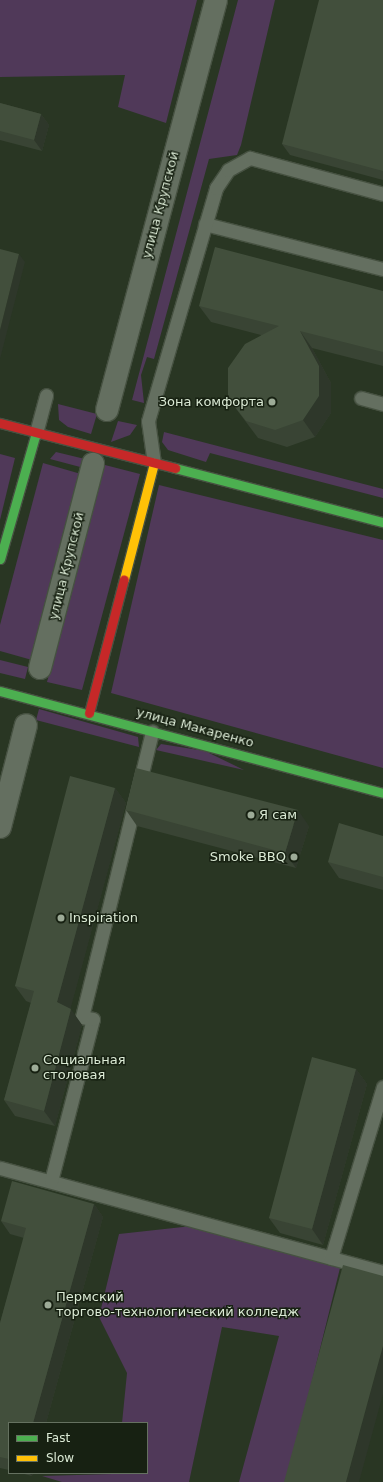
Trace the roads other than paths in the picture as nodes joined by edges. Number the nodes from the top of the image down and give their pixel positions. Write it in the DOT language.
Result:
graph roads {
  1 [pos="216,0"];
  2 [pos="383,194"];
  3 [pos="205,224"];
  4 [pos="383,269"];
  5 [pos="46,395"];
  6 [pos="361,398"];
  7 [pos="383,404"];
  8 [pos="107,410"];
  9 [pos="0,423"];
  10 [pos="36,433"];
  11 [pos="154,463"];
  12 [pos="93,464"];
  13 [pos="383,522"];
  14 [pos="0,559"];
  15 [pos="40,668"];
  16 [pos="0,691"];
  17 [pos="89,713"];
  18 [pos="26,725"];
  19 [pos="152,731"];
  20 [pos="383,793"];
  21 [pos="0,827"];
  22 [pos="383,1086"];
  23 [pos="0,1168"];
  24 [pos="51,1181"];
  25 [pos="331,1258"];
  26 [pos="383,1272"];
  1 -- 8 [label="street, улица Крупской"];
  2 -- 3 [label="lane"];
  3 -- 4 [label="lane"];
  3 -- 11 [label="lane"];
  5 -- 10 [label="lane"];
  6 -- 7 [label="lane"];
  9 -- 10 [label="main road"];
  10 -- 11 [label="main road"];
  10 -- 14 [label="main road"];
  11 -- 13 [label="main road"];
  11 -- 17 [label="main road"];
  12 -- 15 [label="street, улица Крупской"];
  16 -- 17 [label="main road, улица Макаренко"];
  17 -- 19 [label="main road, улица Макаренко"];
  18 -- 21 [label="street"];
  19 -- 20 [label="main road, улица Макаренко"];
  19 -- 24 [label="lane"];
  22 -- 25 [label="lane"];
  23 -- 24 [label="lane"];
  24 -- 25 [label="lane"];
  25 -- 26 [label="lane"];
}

--------------------------------------------------

Without the pictures, return the records above exactly as given.

Trace the roads other than paths in the picture as nodes joined by edges. Number the nodes from the top of the image down and give their pixel positions. Write it in the DOT language.
Result:
graph roads {
  1 [pos="216,0"];
  2 [pos="383,194"];
  3 [pos="205,224"];
  4 [pos="383,269"];
  5 [pos="46,395"];
  6 [pos="361,398"];
  7 [pos="383,404"];
  8 [pos="107,410"];
  9 [pos="0,423"];
  10 [pos="36,433"];
  11 [pos="154,463"];
  12 [pos="93,464"];
  13 [pos="383,522"];
  14 [pos="0,559"];
  15 [pos="40,668"];
  16 [pos="0,691"];
  17 [pos="89,713"];
  18 [pos="26,725"];
  19 [pos="152,731"];
  20 [pos="383,793"];
  21 [pos="0,827"];
  22 [pos="383,1086"];
  23 [pos="0,1168"];
  24 [pos="51,1181"];
  25 [pos="331,1258"];
  26 [pos="383,1272"];
  1 -- 8 [label="street, улица Крупской"];
  2 -- 3 [label="lane"];
  3 -- 4 [label="lane"];
  3 -- 11 [label="lane"];
  5 -- 10 [label="lane"];
  6 -- 7 [label="lane"];
  9 -- 10 [label="main road"];
  10 -- 11 [label="main road"];
  10 -- 14 [label="main road"];
  11 -- 13 [label="main road"];
  11 -- 17 [label="main road"];
  12 -- 15 [label="street, улица Крупской"];
  16 -- 17 [label="main road, улица Макаренко"];
  17 -- 19 [label="main road, улица Макаренко"];
  18 -- 21 [label="street"];
  19 -- 20 [label="main road, улица Макаренко"];
  19 -- 24 [label="lane"];
  22 -- 25 [label="lane"];
  23 -- 24 [label="lane"];
  24 -- 25 [label="lane"];
  25 -- 26 [label="lane"];
}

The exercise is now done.